What to produce —
Transcribe every record exactly, omitting none.

________________________

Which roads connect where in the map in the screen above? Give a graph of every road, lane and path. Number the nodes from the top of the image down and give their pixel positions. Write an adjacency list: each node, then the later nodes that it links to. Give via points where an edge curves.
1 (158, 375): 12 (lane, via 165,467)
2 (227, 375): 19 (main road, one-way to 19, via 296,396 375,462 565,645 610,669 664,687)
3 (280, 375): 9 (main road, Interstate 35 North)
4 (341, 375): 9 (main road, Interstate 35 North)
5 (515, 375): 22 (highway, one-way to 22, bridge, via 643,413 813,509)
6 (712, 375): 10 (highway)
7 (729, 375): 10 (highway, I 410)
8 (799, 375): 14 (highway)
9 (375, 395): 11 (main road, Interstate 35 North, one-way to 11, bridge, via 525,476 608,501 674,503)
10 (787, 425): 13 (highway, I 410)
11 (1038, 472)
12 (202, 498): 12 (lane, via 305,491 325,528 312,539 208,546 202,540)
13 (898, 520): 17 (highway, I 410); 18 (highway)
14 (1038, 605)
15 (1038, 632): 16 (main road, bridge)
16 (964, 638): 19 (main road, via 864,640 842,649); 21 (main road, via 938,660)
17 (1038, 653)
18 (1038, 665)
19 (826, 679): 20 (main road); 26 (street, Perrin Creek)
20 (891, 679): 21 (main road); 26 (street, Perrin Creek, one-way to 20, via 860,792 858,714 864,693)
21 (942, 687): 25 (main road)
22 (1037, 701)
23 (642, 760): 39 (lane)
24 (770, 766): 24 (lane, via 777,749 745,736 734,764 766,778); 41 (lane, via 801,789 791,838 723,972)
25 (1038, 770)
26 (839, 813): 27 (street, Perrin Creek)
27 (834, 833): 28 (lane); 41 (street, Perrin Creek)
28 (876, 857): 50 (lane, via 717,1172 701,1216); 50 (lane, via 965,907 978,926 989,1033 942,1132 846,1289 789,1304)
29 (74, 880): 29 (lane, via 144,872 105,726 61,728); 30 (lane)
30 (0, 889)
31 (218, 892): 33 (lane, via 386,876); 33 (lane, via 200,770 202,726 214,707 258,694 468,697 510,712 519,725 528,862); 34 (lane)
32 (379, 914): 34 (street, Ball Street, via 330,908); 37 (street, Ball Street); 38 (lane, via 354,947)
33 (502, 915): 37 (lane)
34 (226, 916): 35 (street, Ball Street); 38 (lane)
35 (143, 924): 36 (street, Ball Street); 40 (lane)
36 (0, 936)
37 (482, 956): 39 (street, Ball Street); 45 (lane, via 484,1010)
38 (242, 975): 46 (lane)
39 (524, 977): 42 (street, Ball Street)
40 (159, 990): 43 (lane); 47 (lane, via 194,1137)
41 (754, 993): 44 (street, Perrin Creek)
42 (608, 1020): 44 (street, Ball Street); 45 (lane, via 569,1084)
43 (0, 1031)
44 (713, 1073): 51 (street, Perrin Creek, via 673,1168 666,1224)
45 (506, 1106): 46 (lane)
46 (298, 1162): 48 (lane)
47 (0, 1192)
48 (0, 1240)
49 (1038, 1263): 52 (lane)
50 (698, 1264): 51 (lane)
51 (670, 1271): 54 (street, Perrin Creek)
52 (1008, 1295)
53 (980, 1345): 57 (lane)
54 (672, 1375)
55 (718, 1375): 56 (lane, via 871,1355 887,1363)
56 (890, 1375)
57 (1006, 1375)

________________________

Output below —
Which roads connect where in the map in the screen above? Give a graph of every road, lane and path. Number the nodes from the top of the image down and give their pixel positions. Write an adjacency list: each node, then the later nodes that it links to. Give via points where an edge curves.
1 (158, 375): 12 (lane, via 165,467)
2 (227, 375): 19 (main road, one-way to 19, via 296,396 375,462 565,645 610,669 664,687)
3 (280, 375): 9 (main road, Interstate 35 North)
4 (341, 375): 9 (main road, Interstate 35 North)
5 (515, 375): 22 (highway, one-way to 22, bridge, via 643,413 813,509)
6 (712, 375): 10 (highway)
7 (729, 375): 10 (highway, I 410)
8 (799, 375): 14 (highway)
9 (375, 395): 11 (main road, Interstate 35 North, one-way to 11, bridge, via 525,476 608,501 674,503)
10 (787, 425): 13 (highway, I 410)
11 (1038, 472)
12 (202, 498): 12 (lane, via 305,491 325,528 312,539 208,546 202,540)
13 (898, 520): 17 (highway, I 410); 18 (highway)
14 (1038, 605)
15 (1038, 632): 16 (main road, bridge)
16 (964, 638): 19 (main road, via 864,640 842,649); 21 (main road, via 938,660)
17 (1038, 653)
18 (1038, 665)
19 (826, 679): 20 (main road); 26 (street, Perrin Creek)
20 (891, 679): 21 (main road); 26 (street, Perrin Creek, one-way to 20, via 860,792 858,714 864,693)
21 (942, 687): 25 (main road)
22 (1037, 701)
23 (642, 760): 39 (lane)
24 (770, 766): 24 (lane, via 777,749 745,736 734,764 766,778); 41 (lane, via 801,789 791,838 723,972)
25 (1038, 770)
26 (839, 813): 27 (street, Perrin Creek)
27 (834, 833): 28 (lane); 41 (street, Perrin Creek)
28 (876, 857): 50 (lane, via 717,1172 701,1216); 50 (lane, via 965,907 978,926 989,1033 942,1132 846,1289 789,1304)
29 (74, 880): 29 (lane, via 144,872 105,726 61,728); 30 (lane)
30 (0, 889)
31 (218, 892): 33 (lane, via 386,876); 33 (lane, via 200,770 202,726 214,707 258,694 468,697 510,712 519,725 528,862); 34 (lane)
32 (379, 914): 34 (street, Ball Street, via 330,908); 37 (street, Ball Street); 38 (lane, via 354,947)
33 (502, 915): 37 (lane)
34 (226, 916): 35 (street, Ball Street); 38 (lane)
35 (143, 924): 36 (street, Ball Street); 40 (lane)
36 (0, 936)
37 (482, 956): 39 (street, Ball Street); 45 (lane, via 484,1010)
38 (242, 975): 46 (lane)
39 (524, 977): 42 (street, Ball Street)
40 (159, 990): 43 (lane); 47 (lane, via 194,1137)
41 (754, 993): 44 (street, Perrin Creek)
42 (608, 1020): 44 (street, Ball Street); 45 (lane, via 569,1084)
43 (0, 1031)
44 (713, 1073): 51 (street, Perrin Creek, via 673,1168 666,1224)
45 (506, 1106): 46 (lane)
46 (298, 1162): 48 (lane)
47 (0, 1192)
48 (0, 1240)
49 (1038, 1263): 52 (lane)
50 (698, 1264): 51 (lane)
51 (670, 1271): 54 (street, Perrin Creek)
52 (1008, 1295)
53 (980, 1345): 57 (lane)
54 (672, 1375)
55 (718, 1375): 56 (lane, via 871,1355 887,1363)
56 (890, 1375)
57 (1006, 1375)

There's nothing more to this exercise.